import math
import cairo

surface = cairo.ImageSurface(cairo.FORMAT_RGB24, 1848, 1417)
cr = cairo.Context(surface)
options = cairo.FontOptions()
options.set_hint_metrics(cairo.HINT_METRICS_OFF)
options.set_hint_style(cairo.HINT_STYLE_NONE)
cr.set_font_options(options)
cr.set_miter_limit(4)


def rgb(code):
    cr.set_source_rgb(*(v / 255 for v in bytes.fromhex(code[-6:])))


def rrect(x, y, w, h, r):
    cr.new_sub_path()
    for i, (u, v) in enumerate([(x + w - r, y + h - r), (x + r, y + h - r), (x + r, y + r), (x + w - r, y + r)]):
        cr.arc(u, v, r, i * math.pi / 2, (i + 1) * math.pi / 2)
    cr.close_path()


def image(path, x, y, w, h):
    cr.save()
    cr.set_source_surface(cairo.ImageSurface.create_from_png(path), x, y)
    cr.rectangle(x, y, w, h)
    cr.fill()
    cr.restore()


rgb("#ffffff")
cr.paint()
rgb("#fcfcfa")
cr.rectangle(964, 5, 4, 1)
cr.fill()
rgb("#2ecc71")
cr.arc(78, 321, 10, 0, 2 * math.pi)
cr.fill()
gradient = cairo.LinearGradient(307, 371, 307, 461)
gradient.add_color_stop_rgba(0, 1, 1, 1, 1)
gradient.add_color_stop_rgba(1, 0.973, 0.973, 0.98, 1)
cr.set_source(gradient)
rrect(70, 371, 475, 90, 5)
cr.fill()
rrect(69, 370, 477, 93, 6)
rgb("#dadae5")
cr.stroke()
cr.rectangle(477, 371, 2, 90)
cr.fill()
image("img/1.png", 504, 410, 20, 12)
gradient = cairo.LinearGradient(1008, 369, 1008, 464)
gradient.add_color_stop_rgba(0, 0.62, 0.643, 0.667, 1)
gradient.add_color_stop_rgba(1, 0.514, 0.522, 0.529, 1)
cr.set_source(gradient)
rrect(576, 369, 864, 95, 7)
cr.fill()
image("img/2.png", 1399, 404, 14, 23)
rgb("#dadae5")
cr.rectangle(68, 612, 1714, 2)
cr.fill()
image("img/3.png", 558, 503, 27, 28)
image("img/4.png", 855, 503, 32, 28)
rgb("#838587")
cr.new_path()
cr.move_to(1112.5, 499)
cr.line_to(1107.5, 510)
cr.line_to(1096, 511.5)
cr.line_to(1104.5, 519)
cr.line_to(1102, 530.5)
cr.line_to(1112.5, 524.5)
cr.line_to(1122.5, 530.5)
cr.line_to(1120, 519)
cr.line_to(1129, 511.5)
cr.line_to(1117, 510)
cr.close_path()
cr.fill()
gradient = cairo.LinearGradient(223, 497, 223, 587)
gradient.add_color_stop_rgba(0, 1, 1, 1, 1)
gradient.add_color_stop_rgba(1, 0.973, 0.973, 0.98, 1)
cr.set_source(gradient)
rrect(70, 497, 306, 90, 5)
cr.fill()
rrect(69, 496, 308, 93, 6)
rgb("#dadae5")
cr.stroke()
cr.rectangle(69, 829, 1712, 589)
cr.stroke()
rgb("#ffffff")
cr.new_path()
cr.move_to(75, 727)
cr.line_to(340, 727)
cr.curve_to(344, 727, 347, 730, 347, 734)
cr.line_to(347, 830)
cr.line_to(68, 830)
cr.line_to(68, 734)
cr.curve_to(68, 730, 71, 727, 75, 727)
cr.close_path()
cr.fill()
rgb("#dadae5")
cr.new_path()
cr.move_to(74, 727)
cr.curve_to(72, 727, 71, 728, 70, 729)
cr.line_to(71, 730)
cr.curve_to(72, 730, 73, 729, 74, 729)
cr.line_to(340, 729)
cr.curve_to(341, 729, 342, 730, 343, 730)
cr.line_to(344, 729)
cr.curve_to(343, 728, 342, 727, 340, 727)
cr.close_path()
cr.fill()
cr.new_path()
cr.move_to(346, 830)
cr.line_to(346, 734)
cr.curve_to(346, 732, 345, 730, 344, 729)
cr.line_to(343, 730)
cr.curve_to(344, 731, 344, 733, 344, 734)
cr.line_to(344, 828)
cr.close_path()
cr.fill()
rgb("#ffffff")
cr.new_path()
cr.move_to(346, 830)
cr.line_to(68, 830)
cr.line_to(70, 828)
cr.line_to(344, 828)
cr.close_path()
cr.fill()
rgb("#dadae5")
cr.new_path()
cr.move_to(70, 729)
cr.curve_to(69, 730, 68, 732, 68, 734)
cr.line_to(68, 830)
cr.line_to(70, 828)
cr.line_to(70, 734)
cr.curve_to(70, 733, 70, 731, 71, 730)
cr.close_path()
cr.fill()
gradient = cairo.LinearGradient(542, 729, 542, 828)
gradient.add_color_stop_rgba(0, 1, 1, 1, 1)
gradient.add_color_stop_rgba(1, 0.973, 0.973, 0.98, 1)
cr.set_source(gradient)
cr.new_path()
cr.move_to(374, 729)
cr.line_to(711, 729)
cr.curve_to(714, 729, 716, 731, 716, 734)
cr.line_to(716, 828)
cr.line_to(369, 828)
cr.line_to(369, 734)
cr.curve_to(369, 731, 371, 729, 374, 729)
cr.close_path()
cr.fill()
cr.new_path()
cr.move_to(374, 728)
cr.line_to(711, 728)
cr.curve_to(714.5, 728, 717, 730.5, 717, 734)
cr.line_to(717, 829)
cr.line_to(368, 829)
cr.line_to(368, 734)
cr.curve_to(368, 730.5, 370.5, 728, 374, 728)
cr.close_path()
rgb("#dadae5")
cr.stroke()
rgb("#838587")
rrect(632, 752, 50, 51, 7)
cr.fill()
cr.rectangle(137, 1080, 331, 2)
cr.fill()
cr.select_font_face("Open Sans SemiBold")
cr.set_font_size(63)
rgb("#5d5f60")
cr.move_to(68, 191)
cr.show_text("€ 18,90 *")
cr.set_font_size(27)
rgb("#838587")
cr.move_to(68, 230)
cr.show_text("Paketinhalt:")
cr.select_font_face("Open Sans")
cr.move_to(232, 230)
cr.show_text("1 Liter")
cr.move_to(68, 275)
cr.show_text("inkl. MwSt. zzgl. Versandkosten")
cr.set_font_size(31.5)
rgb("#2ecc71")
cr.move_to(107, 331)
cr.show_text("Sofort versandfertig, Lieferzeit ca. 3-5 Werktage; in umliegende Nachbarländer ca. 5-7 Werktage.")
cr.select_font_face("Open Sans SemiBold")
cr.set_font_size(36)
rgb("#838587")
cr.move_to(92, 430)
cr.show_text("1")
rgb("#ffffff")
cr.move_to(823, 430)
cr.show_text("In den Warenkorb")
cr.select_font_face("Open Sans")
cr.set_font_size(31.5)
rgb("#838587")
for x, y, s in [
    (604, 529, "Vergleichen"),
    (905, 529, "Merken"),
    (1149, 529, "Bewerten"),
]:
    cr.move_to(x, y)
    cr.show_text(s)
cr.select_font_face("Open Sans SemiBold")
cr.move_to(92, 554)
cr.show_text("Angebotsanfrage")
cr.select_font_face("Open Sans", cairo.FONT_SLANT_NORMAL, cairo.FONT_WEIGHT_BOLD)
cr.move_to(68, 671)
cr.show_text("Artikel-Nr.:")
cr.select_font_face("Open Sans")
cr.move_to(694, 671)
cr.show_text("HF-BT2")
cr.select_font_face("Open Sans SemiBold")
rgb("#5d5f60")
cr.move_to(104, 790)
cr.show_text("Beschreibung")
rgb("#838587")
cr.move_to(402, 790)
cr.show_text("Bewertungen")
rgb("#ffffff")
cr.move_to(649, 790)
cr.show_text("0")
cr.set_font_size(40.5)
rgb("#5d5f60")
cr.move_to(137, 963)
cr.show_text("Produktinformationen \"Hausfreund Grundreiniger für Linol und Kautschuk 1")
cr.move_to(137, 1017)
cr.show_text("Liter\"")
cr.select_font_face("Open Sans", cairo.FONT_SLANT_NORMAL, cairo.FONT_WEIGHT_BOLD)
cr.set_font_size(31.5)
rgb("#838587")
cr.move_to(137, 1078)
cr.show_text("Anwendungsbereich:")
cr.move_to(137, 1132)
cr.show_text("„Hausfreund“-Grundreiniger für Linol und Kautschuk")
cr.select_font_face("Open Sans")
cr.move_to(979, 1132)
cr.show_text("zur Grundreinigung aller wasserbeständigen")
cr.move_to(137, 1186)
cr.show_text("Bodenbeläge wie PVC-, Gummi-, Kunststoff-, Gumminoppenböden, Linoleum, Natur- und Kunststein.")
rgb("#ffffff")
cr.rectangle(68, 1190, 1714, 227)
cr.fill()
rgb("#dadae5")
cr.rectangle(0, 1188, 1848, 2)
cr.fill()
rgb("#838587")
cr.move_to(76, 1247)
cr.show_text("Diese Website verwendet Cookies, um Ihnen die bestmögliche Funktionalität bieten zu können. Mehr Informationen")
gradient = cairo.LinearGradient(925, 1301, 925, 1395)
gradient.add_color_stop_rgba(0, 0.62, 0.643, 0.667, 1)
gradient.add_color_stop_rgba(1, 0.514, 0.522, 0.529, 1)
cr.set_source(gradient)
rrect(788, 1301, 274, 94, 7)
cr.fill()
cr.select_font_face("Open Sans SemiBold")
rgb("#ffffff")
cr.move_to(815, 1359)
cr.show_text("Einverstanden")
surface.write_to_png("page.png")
◇ ◇ ◇ ◇ ◇
In the records, find every line that has the string "options" and copy it.

options = cairo.FontOptions()
options.set_hint_metrics(cairo.HINT_METRICS_OFF)
options.set_hint_style(cairo.HINT_STYLE_NONE)
cr.set_font_options(options)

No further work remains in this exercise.